In his collection of sayings from the desert fathers, Thomas Merton writes:
"The Coptic hermits who left the world as though escaping from a wreck, did not merely intend to save themselves. They knew that they were helpless to do any good for others as long as they floundered about in the wreckage."
So long as we are immersed in the wreckage of outrage, racism, militarism, and inequality– as long as we lack time spent in silence before God – we will struggle to imagine another reality, to see others with the compassion of God, and to see a next step with clarity.

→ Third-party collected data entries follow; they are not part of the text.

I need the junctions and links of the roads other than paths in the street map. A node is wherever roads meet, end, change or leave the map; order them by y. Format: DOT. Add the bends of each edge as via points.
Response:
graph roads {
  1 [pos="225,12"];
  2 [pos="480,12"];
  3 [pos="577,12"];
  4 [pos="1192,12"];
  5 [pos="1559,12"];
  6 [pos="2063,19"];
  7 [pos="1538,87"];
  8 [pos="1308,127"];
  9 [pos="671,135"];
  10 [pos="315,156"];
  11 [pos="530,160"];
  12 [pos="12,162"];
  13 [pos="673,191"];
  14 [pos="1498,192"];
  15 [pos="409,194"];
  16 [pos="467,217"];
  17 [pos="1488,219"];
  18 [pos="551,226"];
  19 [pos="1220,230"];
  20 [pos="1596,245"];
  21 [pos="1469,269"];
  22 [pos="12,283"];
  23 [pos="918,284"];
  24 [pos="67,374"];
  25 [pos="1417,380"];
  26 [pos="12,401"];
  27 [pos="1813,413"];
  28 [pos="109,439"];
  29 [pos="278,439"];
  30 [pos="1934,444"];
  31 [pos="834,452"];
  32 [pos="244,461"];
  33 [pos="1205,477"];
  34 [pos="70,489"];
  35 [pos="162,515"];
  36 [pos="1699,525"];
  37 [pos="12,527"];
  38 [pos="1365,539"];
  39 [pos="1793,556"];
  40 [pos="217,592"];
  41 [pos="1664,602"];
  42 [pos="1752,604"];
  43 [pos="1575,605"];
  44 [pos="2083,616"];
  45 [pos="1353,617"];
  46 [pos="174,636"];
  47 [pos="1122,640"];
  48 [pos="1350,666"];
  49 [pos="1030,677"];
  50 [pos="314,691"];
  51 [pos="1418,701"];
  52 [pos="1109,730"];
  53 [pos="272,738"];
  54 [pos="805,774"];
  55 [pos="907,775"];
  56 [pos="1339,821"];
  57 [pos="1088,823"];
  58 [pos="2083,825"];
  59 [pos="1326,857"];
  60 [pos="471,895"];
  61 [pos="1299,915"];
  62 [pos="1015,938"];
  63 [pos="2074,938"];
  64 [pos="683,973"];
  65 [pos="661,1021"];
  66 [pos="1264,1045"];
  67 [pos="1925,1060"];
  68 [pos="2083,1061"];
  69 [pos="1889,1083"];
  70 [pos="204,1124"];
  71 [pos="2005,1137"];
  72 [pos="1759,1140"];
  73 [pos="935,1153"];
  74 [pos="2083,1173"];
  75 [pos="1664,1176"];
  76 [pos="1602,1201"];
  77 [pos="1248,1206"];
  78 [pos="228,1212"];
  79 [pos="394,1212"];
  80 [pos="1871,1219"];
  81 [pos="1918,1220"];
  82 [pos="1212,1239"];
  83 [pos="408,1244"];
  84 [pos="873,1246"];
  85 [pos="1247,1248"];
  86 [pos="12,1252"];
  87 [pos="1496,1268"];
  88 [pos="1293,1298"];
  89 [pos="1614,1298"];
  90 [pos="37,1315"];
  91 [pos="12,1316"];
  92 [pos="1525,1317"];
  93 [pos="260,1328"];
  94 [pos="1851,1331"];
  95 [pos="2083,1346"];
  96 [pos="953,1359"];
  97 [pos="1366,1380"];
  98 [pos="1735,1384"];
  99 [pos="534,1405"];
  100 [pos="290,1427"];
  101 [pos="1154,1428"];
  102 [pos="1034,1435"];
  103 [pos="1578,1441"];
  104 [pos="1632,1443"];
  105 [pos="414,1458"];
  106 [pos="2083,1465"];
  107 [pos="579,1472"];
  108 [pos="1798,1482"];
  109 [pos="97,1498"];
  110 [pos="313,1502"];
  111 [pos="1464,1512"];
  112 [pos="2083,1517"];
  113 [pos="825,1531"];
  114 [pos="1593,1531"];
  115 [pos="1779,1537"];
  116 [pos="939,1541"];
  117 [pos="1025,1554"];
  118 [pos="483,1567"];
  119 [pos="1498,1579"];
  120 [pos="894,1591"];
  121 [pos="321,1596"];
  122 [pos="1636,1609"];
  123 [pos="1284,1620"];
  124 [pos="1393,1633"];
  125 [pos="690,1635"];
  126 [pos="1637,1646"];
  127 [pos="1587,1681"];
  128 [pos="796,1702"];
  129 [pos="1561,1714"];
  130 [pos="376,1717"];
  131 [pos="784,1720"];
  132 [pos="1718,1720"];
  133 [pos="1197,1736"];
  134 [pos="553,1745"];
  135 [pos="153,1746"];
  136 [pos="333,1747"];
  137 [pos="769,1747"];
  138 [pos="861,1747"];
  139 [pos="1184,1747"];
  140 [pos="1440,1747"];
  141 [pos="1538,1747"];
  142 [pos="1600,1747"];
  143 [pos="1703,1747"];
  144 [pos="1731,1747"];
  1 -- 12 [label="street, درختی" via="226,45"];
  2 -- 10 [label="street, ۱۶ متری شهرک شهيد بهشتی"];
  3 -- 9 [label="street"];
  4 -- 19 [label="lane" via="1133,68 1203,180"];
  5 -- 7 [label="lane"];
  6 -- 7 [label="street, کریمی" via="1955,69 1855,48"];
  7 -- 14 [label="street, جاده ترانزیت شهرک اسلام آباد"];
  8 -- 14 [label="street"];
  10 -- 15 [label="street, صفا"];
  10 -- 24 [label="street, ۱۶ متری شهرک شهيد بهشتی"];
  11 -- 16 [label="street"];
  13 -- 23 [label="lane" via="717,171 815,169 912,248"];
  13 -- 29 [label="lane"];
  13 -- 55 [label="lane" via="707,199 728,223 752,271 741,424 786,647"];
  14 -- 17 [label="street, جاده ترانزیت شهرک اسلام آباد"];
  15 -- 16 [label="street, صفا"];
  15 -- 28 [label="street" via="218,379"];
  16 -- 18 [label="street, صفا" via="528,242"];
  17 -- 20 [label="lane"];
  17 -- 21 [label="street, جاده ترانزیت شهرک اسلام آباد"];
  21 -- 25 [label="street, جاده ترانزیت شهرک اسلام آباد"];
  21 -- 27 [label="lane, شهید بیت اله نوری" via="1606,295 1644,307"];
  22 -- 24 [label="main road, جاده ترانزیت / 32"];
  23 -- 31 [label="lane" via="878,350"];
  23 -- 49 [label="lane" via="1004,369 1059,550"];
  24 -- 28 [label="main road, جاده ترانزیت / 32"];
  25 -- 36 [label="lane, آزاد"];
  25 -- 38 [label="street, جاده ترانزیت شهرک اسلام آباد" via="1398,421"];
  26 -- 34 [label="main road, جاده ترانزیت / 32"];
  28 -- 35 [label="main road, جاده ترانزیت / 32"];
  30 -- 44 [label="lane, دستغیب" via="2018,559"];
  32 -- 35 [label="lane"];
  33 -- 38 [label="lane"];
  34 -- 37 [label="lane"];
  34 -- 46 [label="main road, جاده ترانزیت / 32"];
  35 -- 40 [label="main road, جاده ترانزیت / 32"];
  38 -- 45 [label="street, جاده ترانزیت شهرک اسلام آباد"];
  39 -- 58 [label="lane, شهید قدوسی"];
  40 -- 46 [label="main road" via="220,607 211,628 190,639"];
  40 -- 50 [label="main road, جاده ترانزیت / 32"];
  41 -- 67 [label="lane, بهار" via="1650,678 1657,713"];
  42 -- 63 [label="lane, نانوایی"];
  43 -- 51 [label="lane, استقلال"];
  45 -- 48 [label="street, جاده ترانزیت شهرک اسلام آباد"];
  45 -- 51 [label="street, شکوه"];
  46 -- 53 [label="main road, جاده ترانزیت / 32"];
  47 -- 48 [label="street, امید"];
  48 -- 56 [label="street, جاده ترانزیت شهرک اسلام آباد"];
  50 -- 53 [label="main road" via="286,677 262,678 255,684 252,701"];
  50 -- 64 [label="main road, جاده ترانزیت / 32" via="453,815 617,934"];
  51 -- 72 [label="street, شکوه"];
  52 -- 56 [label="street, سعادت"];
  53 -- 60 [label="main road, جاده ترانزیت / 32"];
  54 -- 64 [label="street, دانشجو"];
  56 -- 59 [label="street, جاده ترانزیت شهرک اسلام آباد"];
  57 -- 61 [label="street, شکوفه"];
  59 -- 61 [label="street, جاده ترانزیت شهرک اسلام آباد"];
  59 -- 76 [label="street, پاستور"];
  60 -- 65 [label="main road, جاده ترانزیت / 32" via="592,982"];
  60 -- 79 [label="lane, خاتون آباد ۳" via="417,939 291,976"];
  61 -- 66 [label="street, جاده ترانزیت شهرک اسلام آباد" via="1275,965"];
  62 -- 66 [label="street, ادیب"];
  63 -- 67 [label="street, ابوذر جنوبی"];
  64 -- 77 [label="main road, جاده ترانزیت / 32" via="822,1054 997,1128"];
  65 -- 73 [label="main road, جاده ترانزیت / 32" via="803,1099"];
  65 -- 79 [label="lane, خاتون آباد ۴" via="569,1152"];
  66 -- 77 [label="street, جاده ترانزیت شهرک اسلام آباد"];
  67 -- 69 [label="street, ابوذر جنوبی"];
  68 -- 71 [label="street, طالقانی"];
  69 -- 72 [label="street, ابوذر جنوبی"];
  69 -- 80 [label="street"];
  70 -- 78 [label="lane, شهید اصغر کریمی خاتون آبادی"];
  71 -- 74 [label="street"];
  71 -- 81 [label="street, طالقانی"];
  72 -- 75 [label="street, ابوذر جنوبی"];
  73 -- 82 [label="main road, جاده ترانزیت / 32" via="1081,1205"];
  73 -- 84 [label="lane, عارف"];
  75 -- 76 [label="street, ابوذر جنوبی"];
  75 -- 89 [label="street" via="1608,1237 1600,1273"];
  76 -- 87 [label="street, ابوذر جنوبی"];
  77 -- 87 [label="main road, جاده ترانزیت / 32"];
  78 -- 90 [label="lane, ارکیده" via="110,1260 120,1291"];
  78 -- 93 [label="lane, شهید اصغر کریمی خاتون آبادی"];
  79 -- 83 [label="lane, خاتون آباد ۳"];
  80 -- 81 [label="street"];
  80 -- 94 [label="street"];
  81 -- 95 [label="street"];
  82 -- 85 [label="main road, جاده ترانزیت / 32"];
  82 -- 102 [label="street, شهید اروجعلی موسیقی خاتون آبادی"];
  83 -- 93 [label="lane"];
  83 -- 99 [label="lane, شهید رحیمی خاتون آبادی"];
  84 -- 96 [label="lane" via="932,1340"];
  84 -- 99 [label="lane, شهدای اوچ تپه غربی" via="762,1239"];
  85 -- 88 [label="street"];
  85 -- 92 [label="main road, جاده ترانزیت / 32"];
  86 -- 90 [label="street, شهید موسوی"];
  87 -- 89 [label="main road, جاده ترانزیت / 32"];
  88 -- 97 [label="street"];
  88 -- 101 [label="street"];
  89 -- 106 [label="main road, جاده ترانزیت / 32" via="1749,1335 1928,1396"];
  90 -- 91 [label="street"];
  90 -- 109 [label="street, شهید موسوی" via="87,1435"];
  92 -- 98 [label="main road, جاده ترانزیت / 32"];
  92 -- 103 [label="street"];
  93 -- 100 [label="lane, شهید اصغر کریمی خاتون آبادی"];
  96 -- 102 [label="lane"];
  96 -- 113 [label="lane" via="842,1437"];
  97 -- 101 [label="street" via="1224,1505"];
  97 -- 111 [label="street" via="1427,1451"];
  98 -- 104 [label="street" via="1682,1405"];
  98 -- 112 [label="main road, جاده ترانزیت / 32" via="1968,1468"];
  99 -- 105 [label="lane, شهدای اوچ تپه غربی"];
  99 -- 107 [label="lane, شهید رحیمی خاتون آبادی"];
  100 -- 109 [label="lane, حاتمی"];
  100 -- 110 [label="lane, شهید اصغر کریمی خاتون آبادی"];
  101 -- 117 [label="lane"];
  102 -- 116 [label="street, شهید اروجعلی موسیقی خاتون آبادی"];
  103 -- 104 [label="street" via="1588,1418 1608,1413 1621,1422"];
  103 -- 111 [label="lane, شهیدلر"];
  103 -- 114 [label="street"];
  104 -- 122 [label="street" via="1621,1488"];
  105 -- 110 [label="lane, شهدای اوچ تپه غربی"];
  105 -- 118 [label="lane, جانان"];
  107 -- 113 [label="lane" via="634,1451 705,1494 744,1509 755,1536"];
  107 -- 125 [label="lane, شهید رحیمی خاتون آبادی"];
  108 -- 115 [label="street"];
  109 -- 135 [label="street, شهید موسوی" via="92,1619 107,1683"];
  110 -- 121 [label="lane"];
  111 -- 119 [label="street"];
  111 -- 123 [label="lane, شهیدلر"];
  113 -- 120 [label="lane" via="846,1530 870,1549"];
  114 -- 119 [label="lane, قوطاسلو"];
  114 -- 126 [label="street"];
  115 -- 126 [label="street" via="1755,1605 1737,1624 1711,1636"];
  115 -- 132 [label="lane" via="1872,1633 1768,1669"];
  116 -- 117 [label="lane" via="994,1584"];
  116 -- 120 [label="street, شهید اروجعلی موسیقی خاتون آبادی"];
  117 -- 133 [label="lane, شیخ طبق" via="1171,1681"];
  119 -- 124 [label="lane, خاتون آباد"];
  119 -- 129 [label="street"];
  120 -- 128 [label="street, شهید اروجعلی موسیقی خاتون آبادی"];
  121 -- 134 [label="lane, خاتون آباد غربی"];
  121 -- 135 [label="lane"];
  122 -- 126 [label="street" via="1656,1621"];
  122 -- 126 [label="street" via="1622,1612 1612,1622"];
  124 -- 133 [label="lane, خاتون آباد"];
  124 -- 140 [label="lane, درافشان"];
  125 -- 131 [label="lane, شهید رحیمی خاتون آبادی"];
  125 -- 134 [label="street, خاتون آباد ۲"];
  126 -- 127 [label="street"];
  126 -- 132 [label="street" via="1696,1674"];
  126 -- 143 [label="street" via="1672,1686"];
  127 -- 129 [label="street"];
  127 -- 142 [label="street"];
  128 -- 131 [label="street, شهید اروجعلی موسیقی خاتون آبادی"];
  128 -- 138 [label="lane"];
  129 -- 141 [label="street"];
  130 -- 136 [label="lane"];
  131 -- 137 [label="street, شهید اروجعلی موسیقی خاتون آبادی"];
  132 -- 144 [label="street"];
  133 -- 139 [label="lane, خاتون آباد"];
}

I know that I need to recognise the impact of each day's noise on my mind and to understand how the worries and cares of each day drown out the voice of God. If I desire to be present for others and to take meaningful action to help them, I first need to become the kind of person who can offer help. I need to receive from God and hear from God in order to have something valuable to share.
The truth is that I could spend the better part of my day fuming with anger at America's politicians. Our political decisions have surely brought good things to some, but there remain many catastrophic failures in our past and the potential for more in some of the troubling policies being put forward.
But there is little that I can do in a state of agitation and anger. I won't have the ability to be fully present for those who are suffering. I won't have the capacity to take action or to reach out to those who have the influence to change things.
The Christian monastics shared teachings such as:
"Just as it is impossible for a man to see his face in troubled water, so too the soul, unless it be cleansed of alien thoughts, cannot pray to God in contemplation."
"If a man have humility and poverty, and judge not another, that is how fear of the Lord gets into him."
I recognise that most of us will be limited in our capacities to both withdraw from the noise of politics and to take action. Thomas Merton is mindful of this and writes in Wisdom of the Desert:
"We cannot do exactly what they did. But we must be as thorough and as ruthless in our determination to break all spiritual chains, and cast off the domination of alien compulsions, to find our true selves, to discover and develop our inalienable spiritual liberty and use it to build, on earth, the Kingdom of God."
Perhaps our first steps today could look like recognising our current states of agitation, anger, and fear in the midst of the current election. Must we listen to each daily news report, speech, controversy? Surely there will be another speech next week, fresh waves of analysis, and another controversy to fight about. I suspect that someone could spend an hour reading the news and political platforms on the day before the election and still arrive at a very similar conclusion compared to spending a year immersed in life and death political coverage. Can we disconnect from the noise for a period of time to immerse ourselves in the quiet presence of God?
There are simple ways we can work on practicing the presence of God through silence or daily contemplation. We can even use apps, such as imagining scripture with the Pray as You Go podcast, reading the Divine Hours online, meditating on the Bible with the Jesuits app, becoming aware of our thoughts with the Examine app or the new Reimagining the Examen app, and combining prayer and action with the Common Prayer app. Richard Rohr's daily email will help merge mindfulness with action as well.
The larger picture isn't about disconnecting from the challenges of today, but rather placing ourselves in a position so that we can respond to the challenges of today with God's compassion and direction.